House had been limping around the main room restlessly, letting himself seek mental refuge in movement for a few minutes while Cuddy and his girls weren't watching. His leg felt better today than last night, but it was still worse than baseline, proclaiming loud and clear what it thought of digging in cemeteries. His thoughts weren't much more settled. A decision would have to be made before long, he knew, and he hated being pushed to it. The cemetery versus his childhood. Which tipped the scales more? Thus ran the carousel of his thoughts this morning, prancing in a circle with a lot of production and energy attached but actually getting nowhere. Damn it, even his mind was running on a horse theme lately. It, like events, was siding with Thornton. All he wanted was to be sure. He owed that to his daughters - and to himself. In his experience, there had always been hidden dangers attached to a father. But how wide was his statistical sample pool, after all? Was it valid to use that in the differential? But it demanded to be used in the differential. Thornton wasn't just here; he had been there, too. Occasionally. Rarely. And Jensen had said the letters didn't give it away. House huffed and was starting another lap when the knock interrupted him.
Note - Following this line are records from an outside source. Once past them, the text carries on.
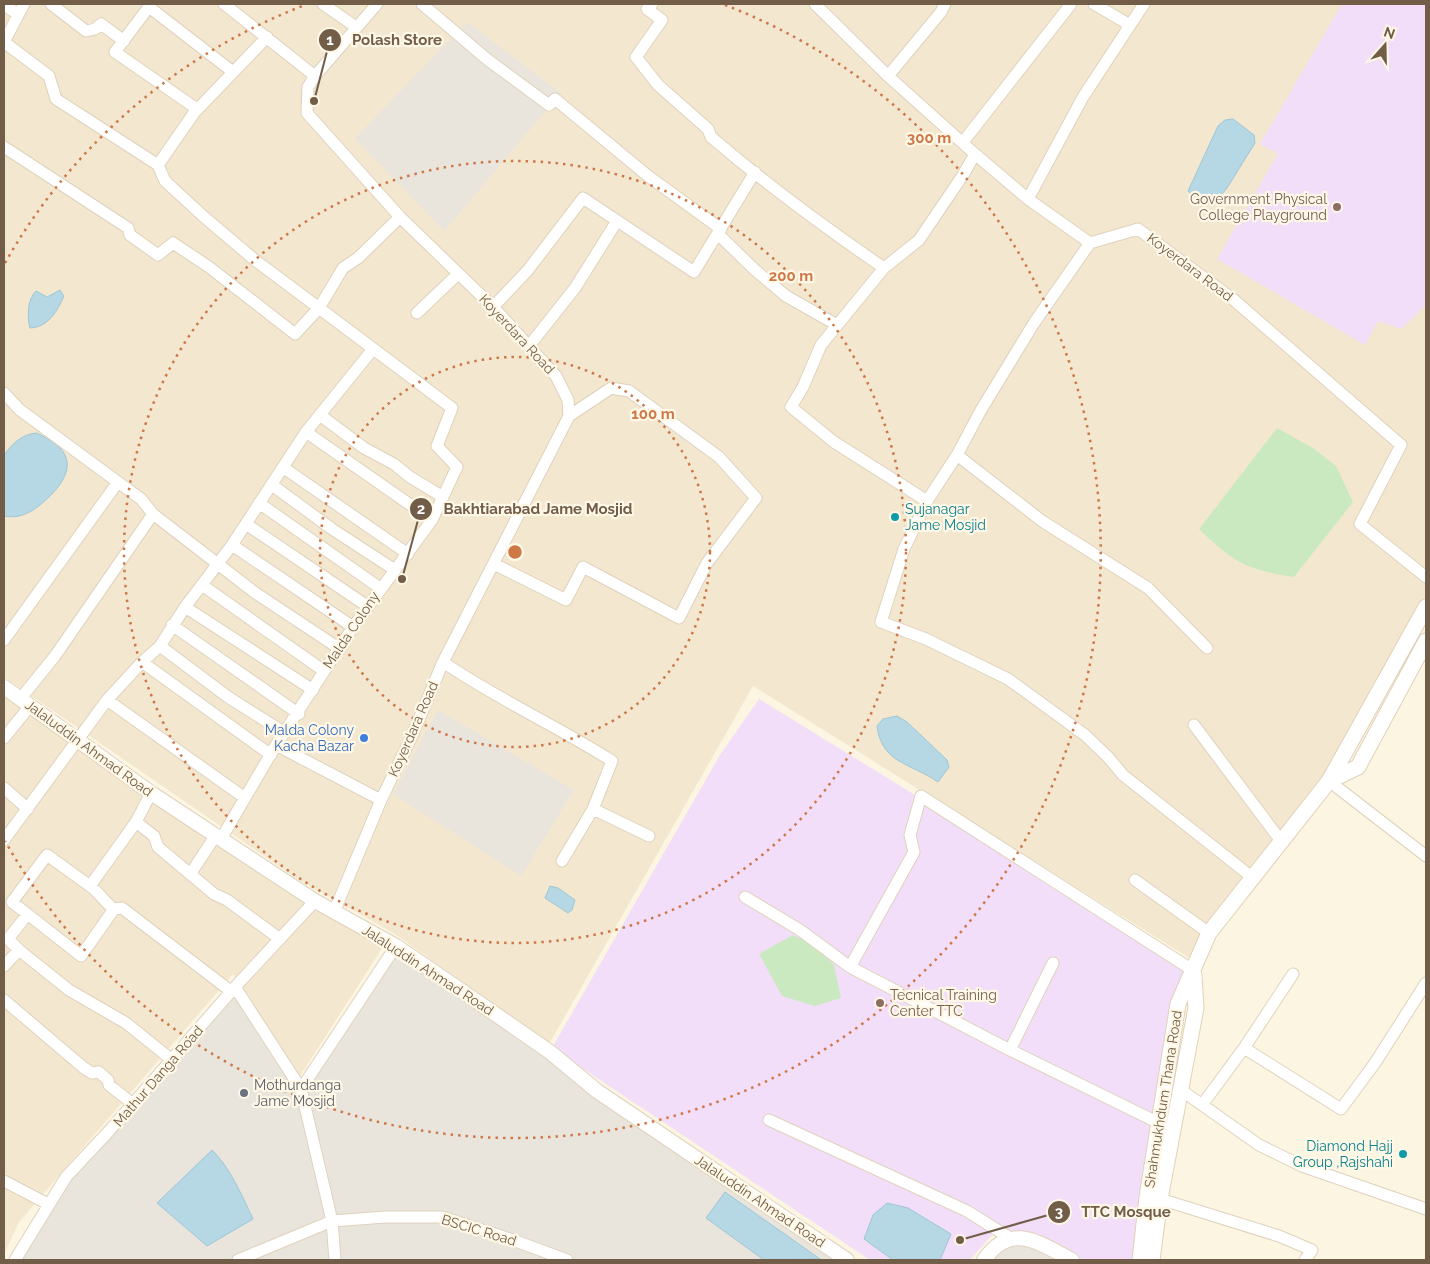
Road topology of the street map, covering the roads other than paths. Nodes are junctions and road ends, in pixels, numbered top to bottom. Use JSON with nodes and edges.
{"nodes":[{"id":1,"x":50,"y":4,"type":"edge"},
{"id":2,"x":224,"y":4,"type":"edge"},
{"id":3,"x":324,"y":4,"type":"edge"},
{"id":4,"x":377,"y":4,"type":"edge"},
{"id":5,"x":422,"y":4,"type":"edge"},
{"id":6,"x":652,"y":4,"type":"edge"},
{"id":7,"x":815,"y":4,"type":"edge"},
{"id":8,"x":945,"y":4,"type":"edge"},
{"id":9,"x":1071,"y":4,"type":"edge"},
{"id":10,"x":1094,"y":4,"type":"edge"},
{"id":11,"x":1144,"y":4,"type":"edge"},
{"id":12,"x":4,"y":5,"type":"edge"},
{"id":13,"x":150,"y":6,"type":"edge"},
{"id":14,"x":21,"y":9,"type":"edge"},
{"id":15,"x":1130,"y":25,"type":"junction"},
{"id":16,"x":356,"y":27,"type":"junction"},
{"id":17,"x":267,"y":37,"type":"junction"},
{"id":18,"x":124,"y":41,"type":"junction"},
{"id":19,"x":4,"y":42,"type":"edge"},
{"id":20,"x":233,"y":72,"type":"junction"},
{"id":21,"x":315,"y":76,"type":"junction"},
{"id":22,"x":888,"y":76,"type":"junction"},
{"id":23,"x":197,"y":110,"type":"junction"},
{"id":24,"x":963,"y":142,"type":"junction"},
{"id":25,"x":4,"y":147,"type":"edge"},
{"id":26,"x":975,"y":154,"type":"junction"},
{"id":27,"x":158,"y":165,"type":"junction"},
{"id":28,"x":755,"y":172,"type":"junction"},
{"id":29,"x":1028,"y":199,"type":"junction"},
{"id":30,"x":400,"y":217,"type":"junction"},
{"id":31,"x":617,"y":221,"type":"junction"},
{"id":32,"x":719,"y":231,"type":"junction"},
{"id":33,"x":1090,"y":243,"type":"junction"},
{"id":34,"x":884,"y":268,"type":"junction"},
{"id":35,"x":458,"y":274,"type":"junction"},
{"id":36,"x":493,"y":307,"type":"junction"},
{"id":37,"x":319,"y":308,"type":"junction"},
{"id":38,"x":417,"y":313,"type":"dead end"},
{"id":39,"x":837,"y":325,"type":"junction"},
{"id":40,"x":529,"y":346,"type":"junction"},
{"id":41,"x":373,"y":349,"type":"junction"},
{"id":42,"x":4,"y":393,"type":"edge"},
{"id":43,"x":320,"y":415,"type":"junction"},
{"id":44,"x":569,"y":416,"type":"junction"},
{"id":45,"x":306,"y":432,"type":"junction"},
{"id":46,"x":957,"y":455,"type":"junction"},
{"id":47,"x":284,"y":468,"type":"junction"},
{"id":48,"x":118,"y":482,"type":"junction"},
{"id":49,"x":272,"y":486,"type":"junction"},
{"id":50,"x":443,"y":497,"type":"junction"},
{"id":51,"x":927,"y":501,"type":"junction"},
{"id":52,"x":259,"y":503,"type":"junction"},
{"id":53,"x":153,"y":514,"type":"junction"},
{"id":54,"x":432,"y":520,"type":"junction"},
{"id":55,"x":246,"y":524,"type":"junction"},
{"id":56,"x":232,"y":545,"type":"junction"},
{"id":57,"x":408,"y":554,"type":"junction"},
{"id":58,"x":218,"y":564,"type":"junction"},
{"id":59,"x":494,"y":564,"type":"junction"},
{"id":60,"x":395,"y":570,"type":"junction"},
{"id":61,"x":1426,"y":577,"type":"edge"},
{"id":62,"x":202,"y":585,"type":"junction"},
{"id":63,"x":380,"y":588,"type":"junction"},
{"id":64,"x":367,"y":606,"type":"junction"},
{"id":65,"x":186,"y":607,"type":"junction"},
{"id":66,"x":1426,"y":607,"type":"edge"},
{"id":67,"x":172,"y":625,"type":"junction"},
{"id":68,"x":353,"y":627,"type":"junction"},
{"id":69,"x":4,"y":640,"type":"edge"},
{"id":70,"x":1426,"y":641,"type":"edge"},
{"id":71,"x":160,"y":646,"type":"junction"},
{"id":72,"x":1207,"y":648,"type":"dead end"},
{"id":73,"x":340,"y":649,"type":"junction"},
{"id":74,"x":142,"y":662,"type":"junction"},
{"id":75,"x":443,"y":662,"type":"junction"},
{"id":76,"x":324,"y":670,"type":"junction"},
{"id":77,"x":4,"y":687,"type":"edge"},
{"id":78,"x":313,"y":690,"type":"junction"},
{"id":79,"x":107,"y":700,"type":"junction"},
{"id":80,"x":26,"y":702,"type":"junction"},
{"id":81,"x":299,"y":714,"type":"junction"},
{"id":82,"x":1194,"y":725,"type":"dead end"},
{"id":83,"x":285,"y":732,"type":"junction"},
{"id":84,"x":4,"y":738,"type":"edge"},
{"id":85,"x":78,"y":742,"type":"junction"},
{"id":86,"x":274,"y":750,"type":"junction"},
{"id":87,"x":1329,"y":781,"type":"junction"},
{"id":88,"x":4,"y":788,"type":"edge"},
{"id":89,"x":151,"y":793,"type":"junction"},
{"id":90,"x":246,"y":798,"type":"junction"},
{"id":91,"x":381,"y":800,"type":"junction"},
{"id":92,"x":28,"y":809,"type":"junction"},
{"id":93,"x":593,"y":809,"type":"junction"},
{"id":94,"x":136,"y":822,"type":"junction"},
{"id":95,"x":649,"y":836,"type":"dead end"},
{"id":96,"x":218,"y":837,"type":"junction"},
{"id":97,"x":4,"y":840,"type":"edge"},
{"id":98,"x":1282,"y":841,"type":"junction"},
{"id":99,"x":1426,"y":856,"type":"edge"},
{"id":100,"x":562,"y":861,"type":"dead end"},
{"id":101,"x":191,"y":873,"type":"junction"},
{"id":102,"x":1253,"y":878,"type":"junction"},
{"id":103,"x":1135,"y":880,"type":"dead end"},
{"id":104,"x":90,"y":886,"type":"junction"},
{"id":105,"x":745,"y":897,"type":"dead end"},
{"id":106,"x":315,"y":901,"type":"junction"},
{"id":107,"x":114,"y":909,"type":"junction"},
{"id":108,"x":334,"y":912,"type":"junction"},
{"id":109,"x":27,"y":915,"type":"junction"},
{"id":110,"x":1209,"y":934,"type":"junction"},
{"id":111,"x":6,"y":937,"type":"edge"},
{"id":112,"x":280,"y":939,"type":"junction"},
{"id":113,"x":396,"y":946,"type":"junction"},
{"id":114,"x":19,"y":950,"type":"junction"},
{"id":115,"x":1053,"y":963,"type":"dead end"},
{"id":116,"x":4,"y":966,"type":"edge"},
{"id":117,"x":850,"y":967,"type":"junction"},
{"id":118,"x":1194,"y":970,"type":"junction"},
{"id":119,"x":1293,"y":974,"type":"dead end"},
{"id":120,"x":1426,"y":983,"type":"edge"},
{"id":121,"x":233,"y":989,"type":"junction"},
{"id":122,"x":4,"y":1000,"type":"edge"},
{"id":123,"x":1244,"y":1048,"type":"junction"},
{"id":124,"x":1010,"y":1050,"type":"junction"},
{"id":125,"x":172,"y":1060,"type":"junction"},
{"id":126,"x":301,"y":1089,"type":"junction"},
{"id":127,"x":1181,"y":1090,"type":"junction"},
{"id":128,"x":133,"y":1104,"type":"junction"},
{"id":129,"x":1202,"y":1105,"type":"junction"},
{"id":130,"x":769,"y":1120,"type":"dead end"},
{"id":131,"x":1159,"y":1123,"type":"junction"},
{"id":132,"x":4,"y":1181,"type":"edge"},
{"id":133,"x":1160,"y":1199,"type":"junction"},
{"id":134,"x":48,"y":1204,"type":"junction"},
{"id":135,"x":1426,"y":1209,"type":"edge"},
{"id":136,"x":332,"y":1221,"type":"junction"},
{"id":137,"x":1010,"y":1238,"type":"junction"},
{"id":138,"x":15,"y":1260,"type":"edge"},
{"id":139,"x":238,"y":1260,"type":"edge"},
{"id":140,"x":335,"y":1260,"type":"edge"},
{"id":141,"x":564,"y":1260,"type":"edge"},
{"id":142,"x":847,"y":1260,"type":"edge"},
{"id":143,"x":984,"y":1260,"type":"edge"},
{"id":144,"x":1072,"y":1260,"type":"edge"},
{"id":145,"x":1140,"y":1260,"type":"edge"},
{"id":146,"x":1152,"y":1260,"type":"edge"},
{"id":147,"x":1305,"y":1260,"type":"edge"}],
"edges":[{"from":1,"to":18,"type":"street"},
{"from":2,"to":17,"type":"street"},
{"from":3,"to":16,"type":"street"},
{"from":4,"to":16,"type":"street","name":"Koyerdara Road"},
{"from":5,"to":32,"type":"street"},
{"from":6,"to":28,"type":"street"},
{"from":7,"to":22,"type":"street"},
{"from":8,"to":22,"type":"street"},
{"from":9,"to":24,"type":"street"},
{"from":10,"to":15,"type":"street"},
{"from":11,"to":15,"type":"street"},
{"from":12,"to":14,"type":"street"},
{"from":13,"to":18,"type":"street"},
{"from":13,"to":20,"type":"street"},
{"from":14,"to":19,"type":"street"},
{"from":15,"to":29,"type":"street"},
{"from":16,"to":21,"type":"street","name":"Koyerdara Road"},
{"from":17,"to":20,"type":"street"},
{"from":17,"to":21,"type":"street"},
{"from":18,"to":23,"type":"street"},
{"from":19,"to":27,"type":"street"},
{"from":20,"to":23,"type":"street"},
{"from":21,"to":30,"type":"street","name":"Koyerdara Road"},
{"from":22,"to":24,"type":"street"},
{"from":23,"to":27,"type":"street"},
{"from":24,"to":26,"type":"street"},
{"from":25,"to":37,"type":"street"},
{"from":26,"to":29,"type":"street"},
{"from":26,"to":34,"type":"street"},
{"from":27,"to":37,"type":"street"},
{"from":28,"to":32,"type":"street"},
{"from":28,"to":34,"type":"street"},
{"from":29,"to":33,"type":"street"},
{"from":30,"to":35,"type":"street","name":"Koyerdara Road"},
{"from":30,"to":37,"type":"street"},
{"from":31,"to":32,"type":"street"},
{"from":31,"to":36,"type":"street"},
{"from":31,"to":40,"type":"street"},
{"from":32,"to":39,"type":"street"},
{"from":33,"to":46,"type":"street"},
{"from":33,"to":61,"type":"street","name":"Koyerdara Road"},
{"from":34,"to":39,"type":"street"},
{"from":35,"to":36,"type":"street","name":"Koyerdara Road"},
{"from":35,"to":38,"type":"street"},
{"from":36,"to":40,"type":"street","name":"Koyerdara Road"},
{"from":37,"to":41,"type":"street"},
{"from":39,"to":51,"type":"street"},
{"from":40,"to":44,"type":"street","name":"Koyerdara Road"},
{"from":41,"to":43,"type":"street"},
{"from":41,"to":50,"type":"street","name":"Malda Colony"},
{"from":42,"to":48,"type":"street"},
{"from":43,"to":45,"type":"street"},
{"from":43,"to":50,"type":"street"},
{"from":44,"to":59,"type":"street","name":"Koyerdara Road"},
{"from":44,"to":59,"type":"street"},
{"from":45,"to":47,"type":"street"},
{"from":45,"to":54,"type":"street"},
{"from":46,"to":51,"type":"street"},
{"from":46,"to":72,"type":"street"},
{"from":47,"to":49,"type":"street"},
{"from":47,"to":57,"type":"street"},
{"from":48,"to":53,"type":"street"},
{"from":48,"to":69,"type":"street"},
{"from":49,"to":52,"type":"street"},
{"from":49,"to":60,"type":"street"},
{"from":50,"to":54,"type":"street","name":"Malda Colony"},
{"from":51,"to":102,"type":"street"},
{"from":52,"to":55,"type":"street"},
{"from":52,"to":63,"type":"street"},
{"from":53,"to":58,"type":"street"},
{"from":53,"to":80,"type":"street"},
{"from":54,"to":57,"type":"street","name":"Malda Colony"},
{"from":55,"to":56,"type":"street"},
{"from":55,"to":64,"type":"street"},
{"from":56,"to":58,"type":"street"},
{"from":56,"to":68,"type":"street"},
{"from":57,"to":60,"type":"street","name":"Malda Colony"},
{"from":58,"to":62,"type":"street"},
{"from":58,"to":73,"type":"street"},
{"from":59,"to":75,"type":"street","name":"Koyerdara Road"},
{"from":60,"to":63,"type":"street","name":"Malda Colony"},
{"from":62,"to":65,"type":"street"},
{"from":62,"to":76,"type":"street"},
{"from":63,"to":64,"type":"street","name":"Malda Colony"},
{"from":64,"to":68,"type":"street","name":"Malda Colony"},
{"from":65,"to":67,"type":"street"},
{"from":65,"to":78,"type":"street"},
{"from":66,"to":87,"type":"main road","name":"Shahmukhdum Thana Road"},
{"from":67,"to":71,"type":"street"},
{"from":67,"to":81,"type":"street"},
{"from":68,"to":73,"type":"street","name":"Malda Colony"},
{"from":70,"to":87,"type":"main road","name":"Shahmukhdum Thana Road"},
{"from":71,"to":74,"type":"street"},
{"from":71,"to":83,"type":"street"},
{"from":73,"to":76,"type":"street","name":"Malda Colony"},
{"from":74,"to":79,"type":"street"},
{"from":74,"to":86,"type":"street"},
{"from":75,"to":91,"type":"street","name":"Koyerdara Road"},
{"from":75,"to":93,"type":"street"},
{"from":76,"to":78,"type":"street","name":"Malda Colony"},
{"from":77,"to":80,"type":"street","name":"Jalaluddin Ahmad Road"},
{"from":78,"to":81,"type":"street","name":"Malda Colony"},
{"from":79,"to":85,"type":"street"},
{"from":79,"to":90,"type":"street"},
{"from":80,"to":84,"type":"street"},
{"from":80,"to":85,"type":"street","name":"Jalaluddin Ahmad Road"},
{"from":81,"to":83,"type":"street","name":"Malda Colony"},
{"from":82,"to":98,"type":"street"},
{"from":83,"to":86,"type":"street","name":"Malda Colony"},
{"from":85,"to":89,"type":"street","name":"Jalaluddin Ahmad Road"},
{"from":85,"to":92,"type":"street"},
{"from":86,"to":90,"type":"street","name":"Malda Colony"},
{"from":86,"to":91,"type":"street"},
{"from":87,"to":98,"type":"main road","name":"Shahmukhdum Thana Road"},
{"from":87,"to":99,"type":"street"},
{"from":88,"to":92,"type":"street"},
{"from":89,"to":94,"type":"street"},
{"from":89,"to":96,"type":"street","name":"Jalaluddin Ahmad Road"},
{"from":90,"to":96,"type":"street","name":"Malda Colony"},
{"from":91,"to":108,"type":"street","name":"Koyerdara Road"},
{"from":92,"to":97,"type":"street"},
{"from":93,"to":95,"type":"street"},
{"from":93,"to":100,"type":"street"},
{"from":94,"to":101,"type":"street"},
{"from":94,"to":104,"type":"street"},
{"from":96,"to":101,"type":"street","name":"Malda Colony"},
{"from":96,"to":106,"type":"street","name":"Jalaluddin Ahmad Road"},
{"from":98,"to":102,"type":"main road","name":"Shahmukhdum Thana Road"},
{"from":101,"to":112,"type":"street"},
{"from":102,"to":110,"type":"main road","name":"Shahmukhdum Thana Road"},
{"from":103,"to":110,"type":"street"},
{"from":104,"to":107,"type":"street"},
{"from":104,"to":109,"type":"street"},
{"from":105,"to":117,"type":"street"},
{"from":106,"to":108,"type":"street","name":"Jalaluddin Ahmad Road"},
{"from":106,"to":112,"type":"street","name":"Mathur Danga Road"},
{"from":107,"to":109,"type":"street"},
{"from":107,"to":121,"type":"street"},
{"from":108,"to":113,"type":"street","name":"Jalaluddin Ahmad Road"},
{"from":109,"to":111,"type":"street"},
{"from":110,"to":118,"type":"main road","name":"Shahmukhdum Thana Road"},
{"from":111,"to":114,"type":"street"},
{"from":112,"to":121,"type":"street","name":"Mathur Danga Road"},
{"from":113,"to":126,"type":"street"},
{"from":113,"to":142,"type":"street","name":"Jalaluddin Ahmad Road"},
{"from":114,"to":116,"type":"street"},
{"from":114,"to":125,"type":"street"},
{"from":115,"to":124,"type":"street"},
{"from":117,"to":118,"type":"street"},
{"from":117,"to":124,"type":"street"},
{"from":118,"to":127,"type":"main road","name":"Shahmukhdum Thana Road"},
{"from":118,"to":131,"type":"main road","name":"Shahmukhdum Thana Road"},
{"from":119,"to":123,"type":"street"},
{"from":120,"to":123,"type":"street"},
{"from":121,"to":125,"type":"street","name":"Mathur Danga Road"},
{"from":121,"to":126,"type":"street"},
{"from":122,"to":128,"type":"street"},
{"from":123,"to":129,"type":"street"},
{"from":124,"to":131,"type":"street"},
{"from":125,"to":128,"type":"street","name":"Mathur Danga Road"},
{"from":126,"to":136,"type":"street"},
{"from":127,"to":129,"type":"street"},
{"from":127,"to":133,"type":"main road","name":"Shahmukhdum Thana Road"},
{"from":128,"to":134,"type":"street","name":"Mathur Danga Road"},
{"from":129,"to":135,"type":"street"},
{"from":130,"to":137,"type":"street"},
{"from":131,"to":145,"type":"main road","name":"Shahmukhdum Thana Road"},
{"from":132,"to":134,"type":"street"},
{"from":133,"to":146,"type":"main road","name":"Shahmukhdum Thana Road"},
{"from":133,"to":147,"type":"street"},
{"from":134,"to":138,"type":"street","name":"Mathur Danga Road"},
{"from":136,"to":139,"type":"street","name":"BSCIC Road"},
{"from":136,"to":140,"type":"street"},
{"from":136,"to":141,"type":"street","name":"BSCIC Road"},
{"from":137,"to":143,"type":"street"},
{"from":137,"to":144,"type":"street"}]}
The girls had been asleep in bed with them this morning when he woke up. They didn't seem scared, just delighted to see him again, and once everyone was awake, the ensuing hour and a half had been a whirlwind of toddler activity and stories and reunion. Rachel had eagerly reported her conversation with Ember, and Abby had been justifiably proud of being in on the secret with the music computer yesterday morning and was looking for feedback. But at the moment, they were both busy elsewhere. Marina was in the bathroom with Rachel, and Abby had had an accident with a cardboard box of juice and was getting totally redressed by Cuddy. The spilled juice had left a small stain on the carpet, and House, as he limp-paced, hadn't been able to stop eying it, remembering not John for once, not the glue from when he was six, but trying, and failing, to obtain help from Thornton a week later. The man had laughed at him. But he hadn't known.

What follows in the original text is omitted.